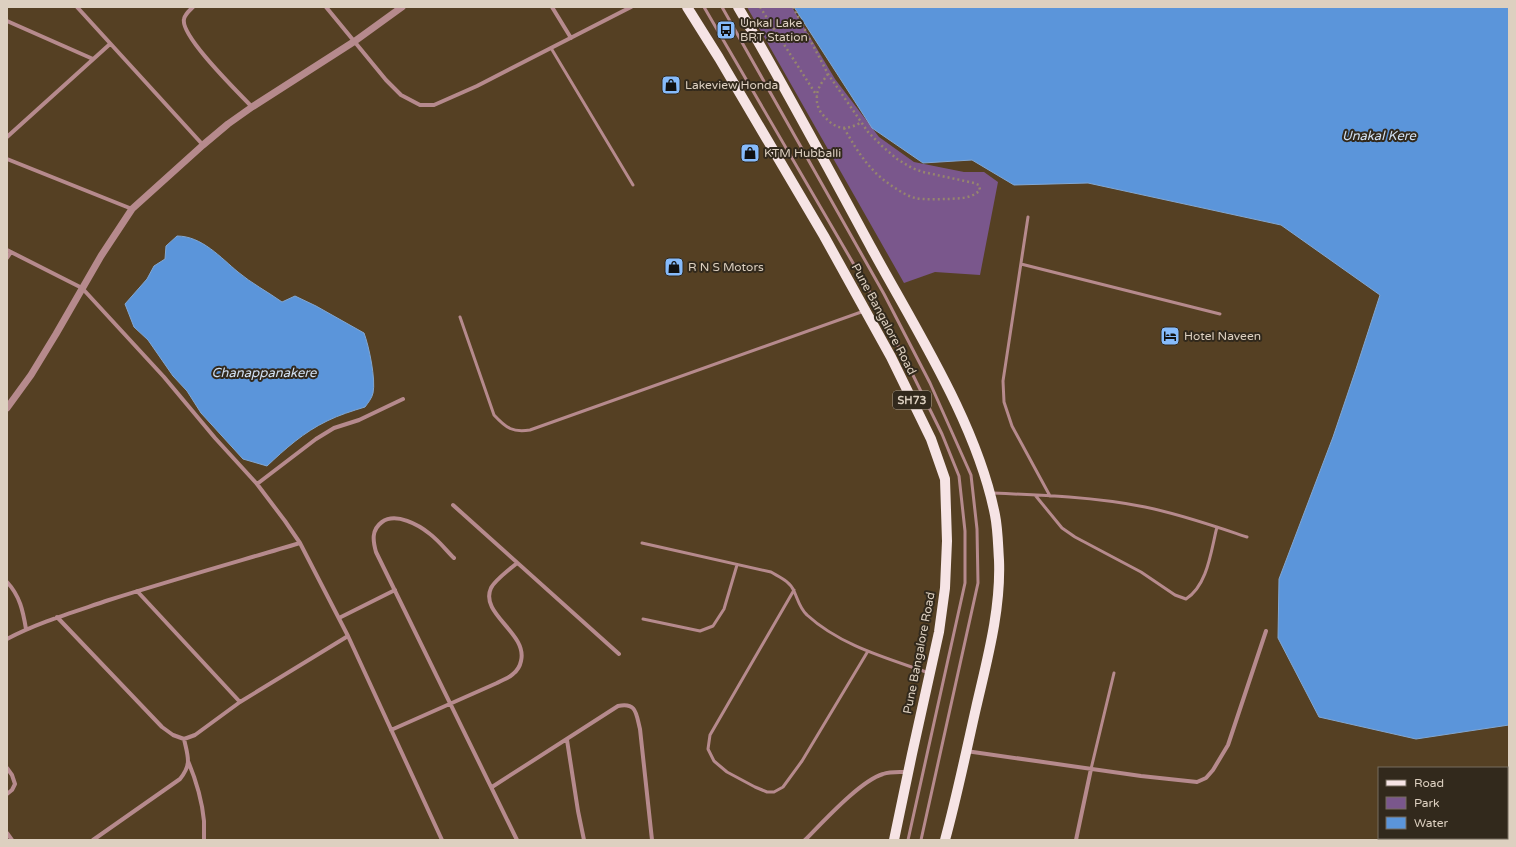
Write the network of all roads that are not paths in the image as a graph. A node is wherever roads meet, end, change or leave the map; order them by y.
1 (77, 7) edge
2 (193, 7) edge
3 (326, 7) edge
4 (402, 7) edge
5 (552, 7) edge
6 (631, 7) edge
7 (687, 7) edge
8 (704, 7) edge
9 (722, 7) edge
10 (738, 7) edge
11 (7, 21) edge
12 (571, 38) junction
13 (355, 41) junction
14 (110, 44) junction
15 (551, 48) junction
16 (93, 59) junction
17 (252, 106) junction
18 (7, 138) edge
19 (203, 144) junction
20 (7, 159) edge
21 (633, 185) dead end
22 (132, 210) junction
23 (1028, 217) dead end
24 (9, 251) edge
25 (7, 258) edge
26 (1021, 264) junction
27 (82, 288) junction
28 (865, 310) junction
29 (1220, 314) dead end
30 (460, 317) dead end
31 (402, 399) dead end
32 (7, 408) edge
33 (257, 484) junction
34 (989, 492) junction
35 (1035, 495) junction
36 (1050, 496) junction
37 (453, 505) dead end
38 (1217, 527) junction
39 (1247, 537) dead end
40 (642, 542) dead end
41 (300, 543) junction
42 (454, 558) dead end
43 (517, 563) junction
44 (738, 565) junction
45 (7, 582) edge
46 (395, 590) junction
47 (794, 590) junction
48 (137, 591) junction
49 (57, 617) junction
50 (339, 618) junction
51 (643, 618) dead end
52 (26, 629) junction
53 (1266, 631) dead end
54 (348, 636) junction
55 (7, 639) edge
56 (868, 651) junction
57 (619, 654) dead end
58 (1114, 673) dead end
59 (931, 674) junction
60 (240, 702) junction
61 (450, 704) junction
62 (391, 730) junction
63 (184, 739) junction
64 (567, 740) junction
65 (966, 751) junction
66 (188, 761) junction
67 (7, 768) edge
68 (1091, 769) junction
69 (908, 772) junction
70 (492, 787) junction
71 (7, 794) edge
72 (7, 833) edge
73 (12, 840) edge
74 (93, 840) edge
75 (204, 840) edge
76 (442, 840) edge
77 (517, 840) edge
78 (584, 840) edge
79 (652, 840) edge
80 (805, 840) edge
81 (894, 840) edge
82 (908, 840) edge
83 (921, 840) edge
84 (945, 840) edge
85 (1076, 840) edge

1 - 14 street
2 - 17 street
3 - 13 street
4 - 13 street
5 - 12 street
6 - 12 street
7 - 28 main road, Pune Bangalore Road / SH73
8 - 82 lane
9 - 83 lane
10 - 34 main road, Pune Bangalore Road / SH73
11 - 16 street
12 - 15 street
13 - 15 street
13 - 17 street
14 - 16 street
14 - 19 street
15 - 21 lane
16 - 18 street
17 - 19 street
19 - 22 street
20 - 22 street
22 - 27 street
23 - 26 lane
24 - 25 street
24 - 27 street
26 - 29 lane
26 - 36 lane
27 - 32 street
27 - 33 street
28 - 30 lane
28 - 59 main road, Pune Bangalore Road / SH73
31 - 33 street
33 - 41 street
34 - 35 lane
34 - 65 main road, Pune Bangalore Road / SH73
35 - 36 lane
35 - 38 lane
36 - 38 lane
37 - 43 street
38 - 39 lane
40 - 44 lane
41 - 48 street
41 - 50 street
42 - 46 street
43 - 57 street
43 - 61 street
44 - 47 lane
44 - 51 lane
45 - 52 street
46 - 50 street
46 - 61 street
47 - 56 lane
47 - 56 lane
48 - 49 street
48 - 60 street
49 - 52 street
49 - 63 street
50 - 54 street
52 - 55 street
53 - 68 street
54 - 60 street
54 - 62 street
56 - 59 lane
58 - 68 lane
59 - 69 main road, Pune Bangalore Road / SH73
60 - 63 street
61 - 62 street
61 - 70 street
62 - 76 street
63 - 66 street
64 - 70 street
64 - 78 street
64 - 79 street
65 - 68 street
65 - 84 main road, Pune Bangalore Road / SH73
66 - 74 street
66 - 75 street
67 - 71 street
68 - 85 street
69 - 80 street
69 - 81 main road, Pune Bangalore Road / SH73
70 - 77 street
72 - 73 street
************
Brief = Count the lines of the listing above that include the word "Pune" and report the number by itself.

Solution to the exercise = 7